The data below should be restated word for word, with every picture omitted.
*** Block opens ***
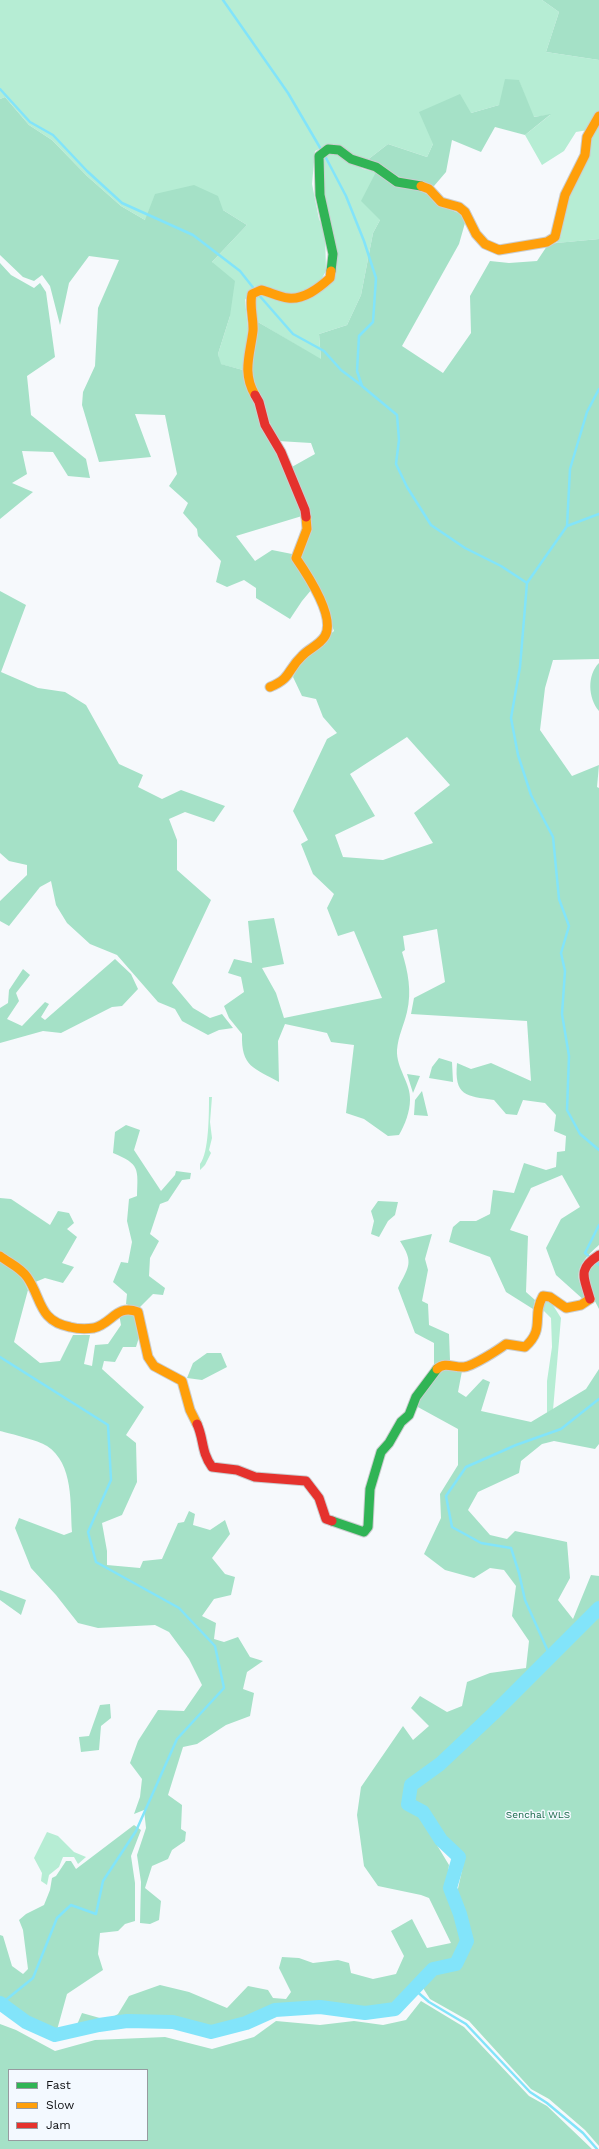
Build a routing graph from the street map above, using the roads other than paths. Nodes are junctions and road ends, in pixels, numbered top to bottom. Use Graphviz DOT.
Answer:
graph roads {
  1 [pos="599,116"];
  2 [pos="270,687"];
  3 [pos="599,1254"];
  4 [pos="0,1256"];
  1 -- 2 [label="street"];
  3 -- 4 [label="street"];
}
*** Block closes ***
(OUTPUT FOR THIS EXERCISE)
Build a routing graph from the street map above, using the roads other than paths. Nodes are junctions and road ends, in pixels, numbered top to bottom. Use Graphviz DOT.
Answer:
graph roads {
  1 [pos="599,116"];
  2 [pos="270,687"];
  3 [pos="599,1254"];
  4 [pos="0,1256"];
  1 -- 2 [label="street"];
  3 -- 4 [label="street"];
}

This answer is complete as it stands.